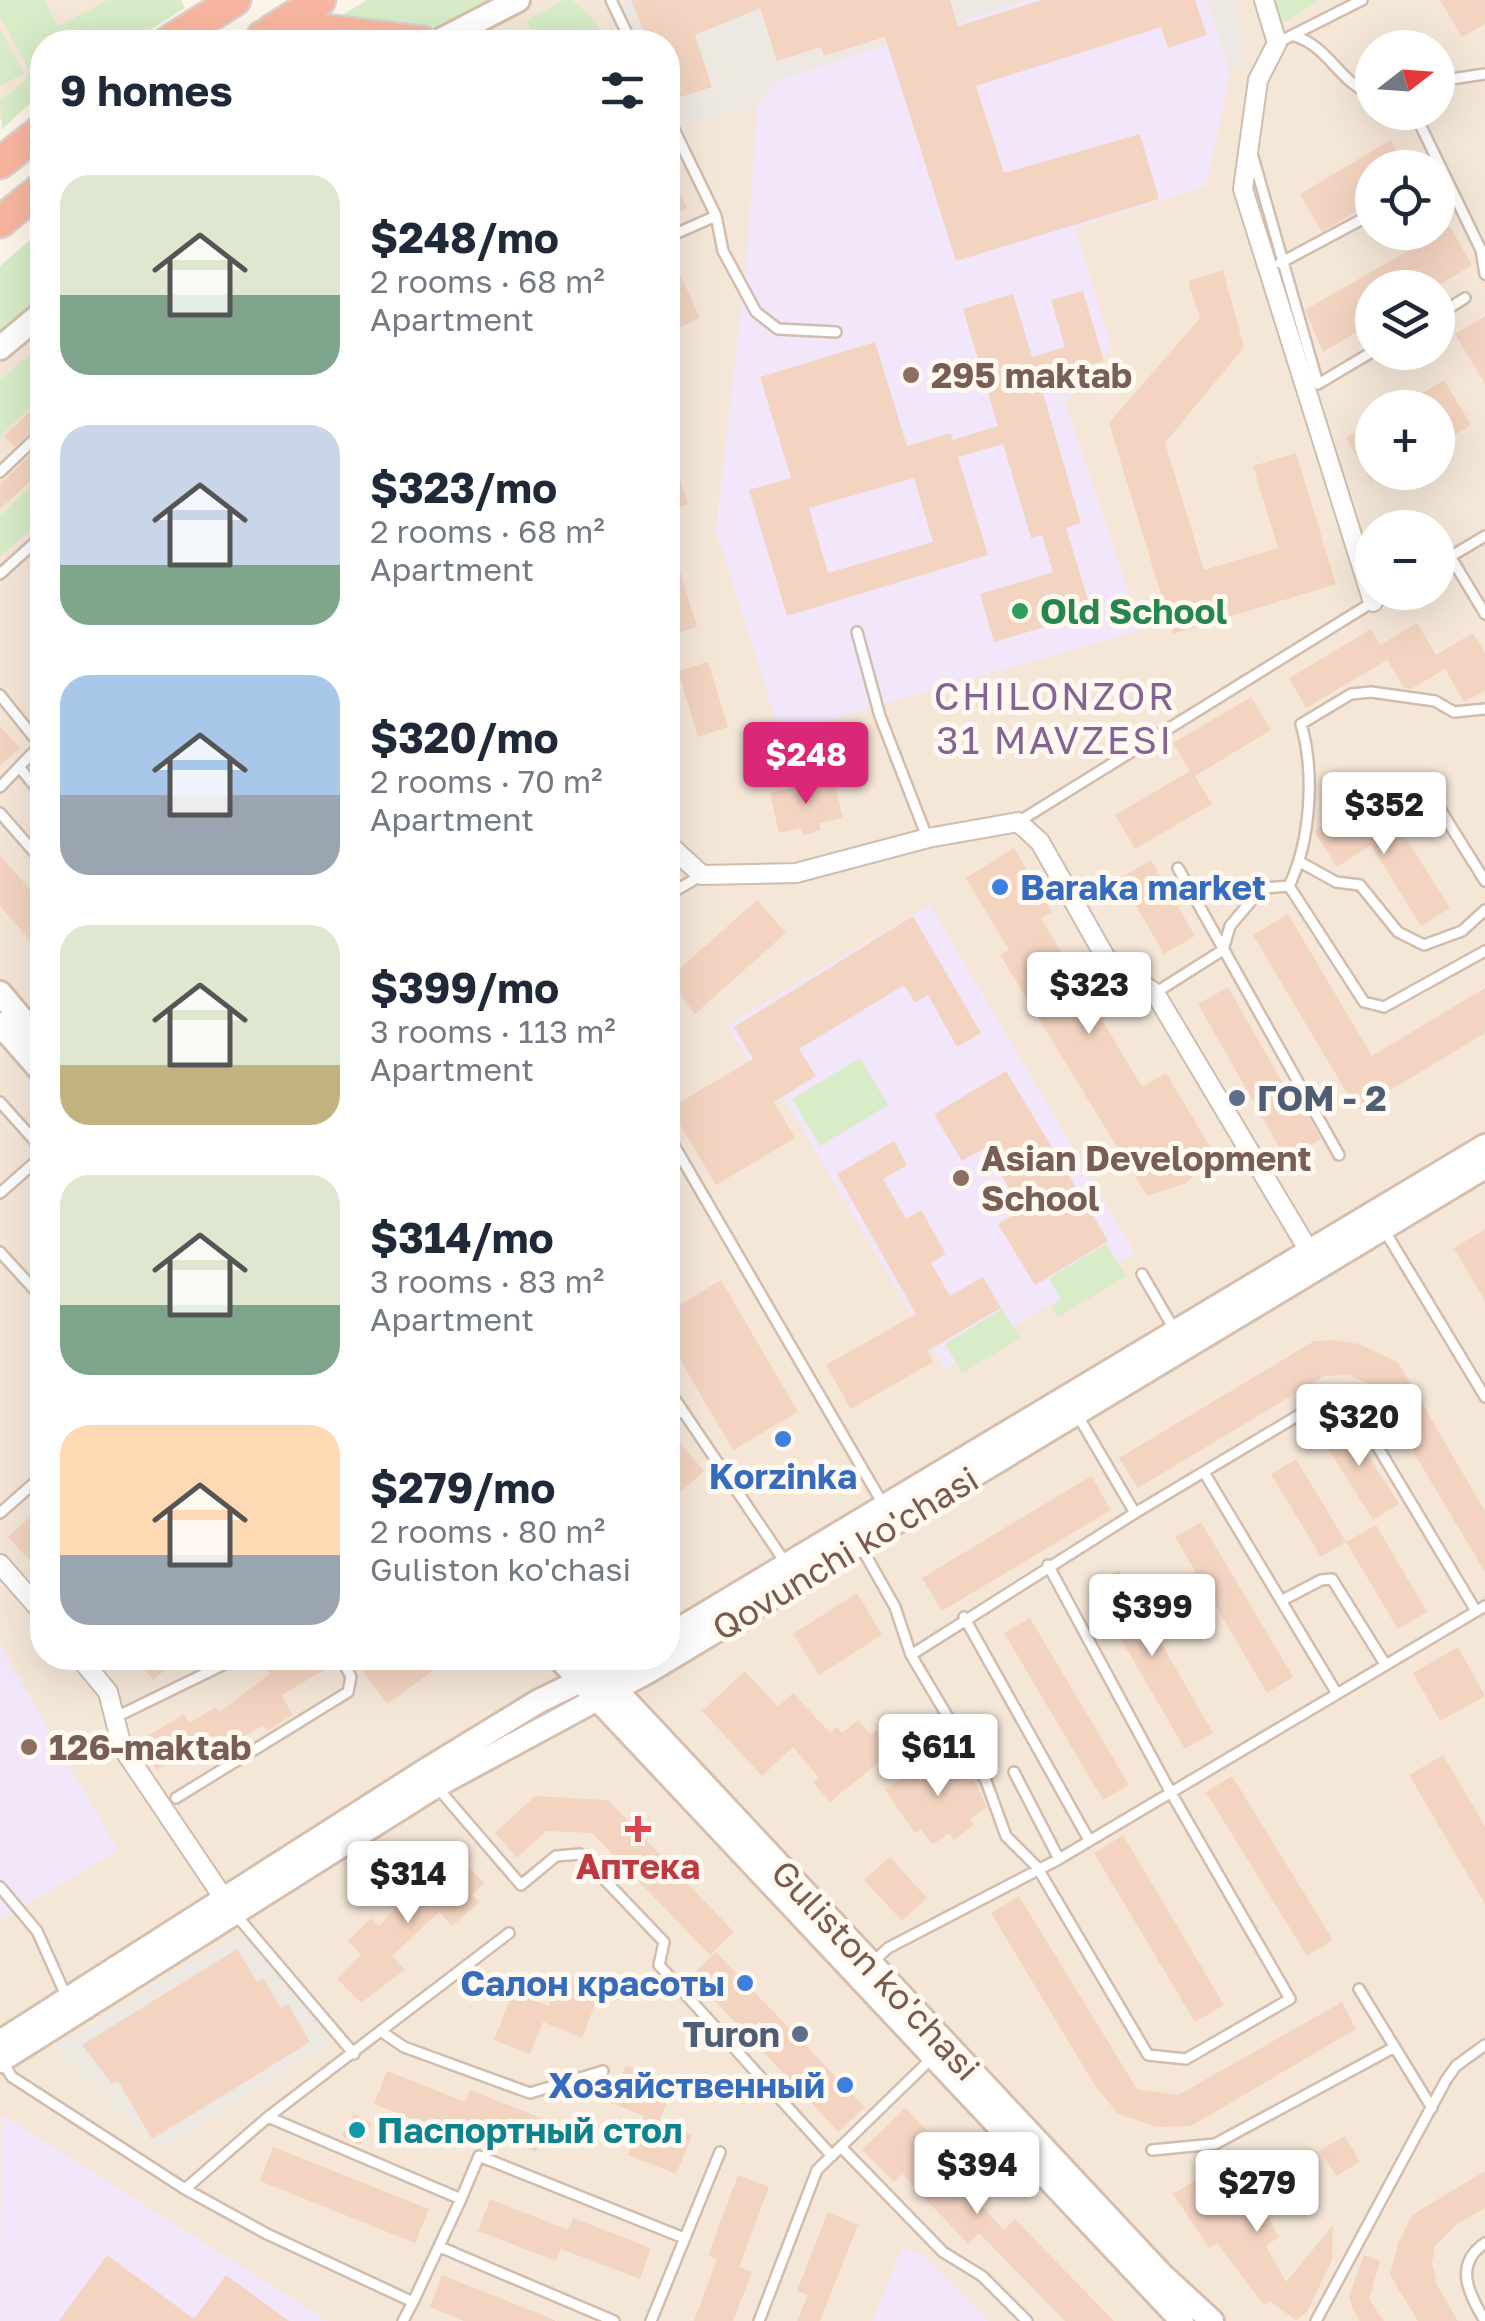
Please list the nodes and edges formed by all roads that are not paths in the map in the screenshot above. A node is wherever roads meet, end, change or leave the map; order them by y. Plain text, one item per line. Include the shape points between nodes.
1 (235, 0) edge
2 (320, 0) edge
3 (518, 0) edge
4 (610, 0) edge
5 (1264, 0) edge
6 (1362, 0) edge
7 (187, 30) edge
8 (272, 30) edge
9 (460, 30) edge
10 (625, 30) edge
11 (1286, 40) junction
12 (1485, 74) edge
13 (1455, 79) edge
14 (1355, 84) edge
15 (1423, 130) edge
16 (30, 139) edge
17 (680, 142) edge
18 (1250, 144) junction
19 (0, 163) edge
20 (30, 198) edge
21 (716, 216) junction
22 (0, 222) edge
23 (1355, 223) edge
24 (680, 232) edge
25 (1280, 263) junction
26 (1485, 274) edge
27 (1466, 298) dead end
28 (1455, 304) edge
29 (30, 322) edge
30 (836, 332) dead end
31 (0, 348) edge
32 (1355, 362) edge
33 (30, 443) edge
34 (0, 472) edge
35 (1355, 520) edge
36 (1485, 536) edge
37 (30, 547) edge
38 (1455, 553) edge
39 (1455, 564) edge
40 (0, 574) edge
41 (1360, 610) edge
42 (1485, 614) edge
43 (857, 632) dead end
44 (0, 695) edge
45 (1485, 708) edge
46 (30, 726) edge
47 (30, 759) edge
48 (20, 768) junction
49 (30, 780) edge
50 (1423, 782) dead end
51 (0, 786) edge
52 (0, 813) edge
53 (1018, 822) junction
54 (928, 838) junction
55 (30, 847) edge
56 (680, 855) edge
57 (1300, 862) junction
58 (1178, 868) dead end
59 (702, 875) junction
60 (1485, 880) edge
61 (1289, 886) junction
62 (680, 888) edge
63 (1485, 910) edge
64 (1223, 950) junction
65 (1485, 952) edge
66 (1155, 992) junction
67 (0, 993) edge
68 (0, 1024) edge
69 (30, 1029) edge
70 (30, 1058) edge
71 (0, 1102) edge
72 (30, 1138) edge
73 (1485, 1146) edge
74 (1339, 1154) dead end
75 (680, 1156) edge
76 (30, 1164) edge
77 (1485, 1167) edge
78 (0, 1193) edge
79 (1378, 1220) junction
80 (0, 1252) edge
81 (1314, 1259) junction
82 (1142, 1274) dead end
83 (30, 1285) edge
84 (1176, 1332) junction
85 (1485, 1397) edge
86 (1071, 1404) junction
87 (681, 1410) edge
88 (1205, 1474) junction
89 (30, 1486) edge
90 (884, 1506) junction
91 (0, 1512) edge
92 (1134, 1513) junction
93 (854, 1536) junction
94 (0, 1564) edge
95 (787, 1565) junction
96 (1048, 1565) junction
97 (30, 1595) edge
98 (1281, 1600) junction
99 (1480, 1609) edge
100 (964, 1617) junction
101 (680, 1629) edge
102 (680, 1632) edge
103 (910, 1655) junction
104 (1384, 1664) junction
105 (90, 1670) edge
106 (213, 1670) edge
107 (348, 1670) edge
108 (595, 1679) edge
109 (1336, 1692) junction
110 (114, 1718) junction
111 (1014, 1772) dead end
112 (431, 1778) junction
113 (1170, 1791) junction
114 (176, 1798) dead end
115 (1088, 1840) junction
116 (1059, 1859) junction
117 (1037, 1867) junction
118 (0, 1887) edge
119 (229, 1906) junction
120 (510, 1933) dead end
121 (870, 1964) junction
122 (1359, 1990) dead end
123 (67, 1998) junction
124 (382, 2032) junction
125 (0, 2042) edge
126 (1485, 2045) edge
127 (1393, 2048) junction
128 (354, 2054) junction
129 (931, 2059) junction
130 (0, 2060) edge
131 (602, 2070) dead end
132 (1432, 2108) junction
133 (268, 2117) junction
134 (841, 2147) junction
135 (1152, 2150) dead end
136 (720, 2152) dead end
137 (832, 2156) junction
138 (185, 2189) junction
139 (461, 2199) junction
140 (684, 2238) junction
141 (1485, 2244) edge
142 (440, 2248) junction
143 (413, 2302) junction
144 (402, 2321) edge
145 (614, 2321) edge
146 (650, 2321) edge
147 (759, 2321) edge
148 (1027, 2321) edge
149 (1182, 2321) edge
150 (1212, 2321) edge
151 (1316, 2321) edge
152 (1485, 2321) edge

1 - 7 highway
2 - 8 highway
3 - 9 main road
4 - 10 lane
5 - 11 street
6 - 11 lane
11 - 14 lane via 1309,40
11 - 18 street via 1258,80
12 - 13 lane
15 - 26 lane via 1481,250
16 - 19 highway
17 - 21 lane
18 - 25 lane
18 - 35 street via 1243,190
20 - 22 highway
21 - 24 lane
21 - 30 lane via 724,251 756,312 778,329
23 - 25 lane
25 - 32 lane via 1318,384
27 - 28 lane
29 - 31 main road
33 - 34 lane
36 - 38 lane
37 - 40 lane
39 - 42 lane
41 - 53 lane
43 - 54 lane via 880,716
44 - 46 lane
45 - 57 lane via 1454,712 1435,701 1372,692 1350,694 1301,724 1310,755
47 - 48 lane
48 - 49 lane
48 - 51 lane
50 - 60 lane
52 - 55 lane
53 - 54 street
53 - 66 street via 1040,842 1107,960
54 - 59 street via 796,873
56 - 59 street
57 - 61 lane
57 - 63 lane via 1336,882 1360,885 1398,932 1424,944 1462,931
58 - 64 lane
59 - 62 lane
61 - 64 lane via 1262,888 1230,926
61 - 65 lane via 1364,1002 1384,1007
64 - 66 lane
64 - 74 lane
66 - 81 street
67 - 69 main road
68 - 70 main road
71 - 72 lane
73 - 79 main road, Qovunchi ko'chasi
75 - 90 lane
76 - 78 lane
77 - 79 main road, Qovunchi ko'chasi
79 - 81 main road, Qovunchi ko'chasi
79 - 85 lane
80 - 83 lane
81 - 84 main road, Qovunchi ko'chasi
81 - 86 main road, Qovunchi ko'chasi
82 - 84 lane
84 - 86 main road, Qovunchi ko'chasi
86 - 90 main road, Qovunchi ko'chasi
86 - 92 lane
86 - 93 main road, Qovunchi ko'chasi
87 - 95 lane
88 - 92 lane
88 - 98 lane
88 - 99 lane via 1314,1406 1340,1404 1358,1414
89 - 91 lane
90 - 93 main road, Qovunchi ko'chasi
92 - 96 lane
93 - 95 main road, Qovunchi ko'chasi
93 - 102 main road, Qovunchi ko'chasi
93 - 103 lane via 895,1607
94 - 97 street
95 - 101 main road, Qovunchi ko'chasi
96 - 100 lane
96 - 113 lane
98 - 104 lane via 1332,1579
98 - 109 lane
99 - 104 lane
100 - 103 lane
100 - 115 lane
103 - 117 lane via 986,1781 1006,1836
104 - 109 lane
105 - 110 street via 108,1692
106 - 110 lane
107 - 114 lane via 348,1692
108 - 112 main road, Qovunchi ko'chasi
108 - 121 main road, Guliston ko'chasi
108 - 129 main road, Guliston ko'chasi
109 - 113 lane
110 - 119 street via 122,1747
111 - 116 lane
112 - 119 main road, Qovunchi ko'chasi
112 - 137 lane via 521,1884 556,1856 580,1854 664,1942 659,1966
113 - 115 lane
113 - 117 lane via 1290,1999 1186,2059 1148,2055
115 - 116 lane
116 - 117 lane
117 - 121 lane
118 - 123 lane via 37,1932
119 - 123 main road, Qovunchi ko'chasi
119 - 128 lane
119 - 130 main road, Qovunchi ko'chasi
120 - 124 lane
121 - 150 main road, Guliston ko'chasi
122 - 127 lane
123 - 125 main road, Qovunchi ko'chasi
124 - 128 lane
124 - 131 lane via 404,2047 530,2093
126 - 132 lane via 1456,2066
127 - 132 lane
127 - 135 lane via 1215,2144
128 - 133 lane
129 - 134 lane
129 - 149 main road, Guliston ko'chasi
130 - 138 lane via 12,2078
132 - 151 lane
133 - 138 lane
133 - 139 lane
134 - 137 lane
134 - 148 lane via 943,2252 982,2276
136 - 140 lane
137 - 147 lane via 817,2170
138 - 143 lane
139 - 140 lane via 479,2156
139 - 142 lane
140 - 146 lane
141 - 152 lane via 1471,2253 1466,2271 1467,2292
142 - 143 lane
142 - 145 lane
143 - 144 lane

## [WORK TO BE COMPLETED]
Find "street" in the preceding records. Copy each line that holds it.

## [SOLUTION TO THIS PROBLEM]
5 - 11 street
11 - 18 street via 1258,80
18 - 35 street via 1243,190
53 - 54 street
53 - 66 street via 1040,842 1107,960
54 - 59 street via 796,873
56 - 59 street
66 - 81 street
94 - 97 street
105 - 110 street via 108,1692
110 - 119 street via 122,1747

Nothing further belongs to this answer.